BASCA seeks to provide Black students with information, inspiration, and mentorship. They help Black students build the strong educational foundation and experience sought by top employers in the marcomms space. The organization also connects students with a wide range of internship opportunities that are invaluable for networking and gaining necessary industry experience.
Expanding the Pipeline
“Although agencies express that they want to hire more ethnic minorities,” Dr. Appiah says, “many claim that they cannot find diverse candidates.”
If businesses want to stay relevant and competitive, developing a sought-after talent pipeline is imperative.
BASCA members demonstrate an impressive level of engagement due to the partnership between the academic environment and the dynamic professional world of strategic communications.
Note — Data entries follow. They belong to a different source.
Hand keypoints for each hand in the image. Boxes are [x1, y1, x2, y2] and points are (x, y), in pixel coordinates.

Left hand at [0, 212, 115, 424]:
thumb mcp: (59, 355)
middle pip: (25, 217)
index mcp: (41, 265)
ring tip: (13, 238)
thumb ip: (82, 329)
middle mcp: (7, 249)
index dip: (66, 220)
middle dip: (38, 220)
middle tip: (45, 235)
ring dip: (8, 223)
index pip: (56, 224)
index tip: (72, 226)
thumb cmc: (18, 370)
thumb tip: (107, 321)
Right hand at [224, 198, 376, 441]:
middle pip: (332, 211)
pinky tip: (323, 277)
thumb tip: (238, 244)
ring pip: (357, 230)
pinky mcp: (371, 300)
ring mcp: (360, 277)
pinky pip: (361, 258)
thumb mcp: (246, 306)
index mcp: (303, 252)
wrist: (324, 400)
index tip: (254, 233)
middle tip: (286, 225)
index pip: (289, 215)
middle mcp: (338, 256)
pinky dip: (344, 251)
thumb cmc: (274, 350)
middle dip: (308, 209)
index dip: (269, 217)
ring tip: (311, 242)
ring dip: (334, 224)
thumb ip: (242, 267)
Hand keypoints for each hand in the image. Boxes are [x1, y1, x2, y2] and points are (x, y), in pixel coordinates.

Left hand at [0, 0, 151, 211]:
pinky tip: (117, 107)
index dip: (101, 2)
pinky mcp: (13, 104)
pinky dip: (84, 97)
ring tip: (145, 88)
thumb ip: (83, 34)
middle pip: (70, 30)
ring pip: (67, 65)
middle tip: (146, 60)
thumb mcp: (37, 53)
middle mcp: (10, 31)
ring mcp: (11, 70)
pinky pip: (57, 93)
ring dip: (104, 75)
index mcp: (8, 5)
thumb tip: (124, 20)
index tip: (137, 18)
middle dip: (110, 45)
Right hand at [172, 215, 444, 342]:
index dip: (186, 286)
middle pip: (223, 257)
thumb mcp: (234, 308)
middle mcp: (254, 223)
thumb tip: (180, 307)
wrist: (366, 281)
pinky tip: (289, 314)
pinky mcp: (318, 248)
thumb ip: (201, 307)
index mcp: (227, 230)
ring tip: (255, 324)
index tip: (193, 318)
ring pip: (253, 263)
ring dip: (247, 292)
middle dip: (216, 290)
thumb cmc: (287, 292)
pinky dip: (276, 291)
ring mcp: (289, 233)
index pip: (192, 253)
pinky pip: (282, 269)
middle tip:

“We need to work together to develop, nurture, cultivate, and empower Black talent,” says Dr. Appiah. Academia should provide an atmosphere of belonging and equity to those students and actively work to introduce them to a wider range of careers and opportunities – including across areas like advertising, marketing, communication, branding, and more. Agencies and corporations, in turn, should focus on building a wider range of partnerships and relationships to enhance recruitment – while putting equal effort into the many areas that build a sense of belonging and support retention.
Representation is Key
It is urgent for leading Black industry professionals and academia to reach out to high schools and talk about marcomms to get young people informed and ready to aspire to those careers.
Mentorship, advocacy, and representation build a powerful shared identity and a much stronger culture. A number of research studies have found that teams that embrace diversity perform better, another powerful reason for managers to champion DEI initiatives.
While there is significant divisiveness and negativity in our society and media today, Dr. Appiah is encouraged because, according to him, many young people are much more progressive in their thinking.
But to truly pursue progress and establish a consistently welcoming environment in an organization, more cross-group communication is needed.
“We need to be intentional in engaging and having conversations with people who look different,” says Dr. Appiah. “Meaningful cross-group interaction reduces racial prejudice and creates interpersonal relationships and friendships.”
To support this, Dr. Appiah offers his “ABCs” of understanding key communication processes:
● Awareness of our psychological mechanisms ● Banishment of implicit and explicit biases ● Create connections between all participants
Looking beyond surface characteristics allows various groups to find more common ground and manifest more open-minded attitudes and behaviors.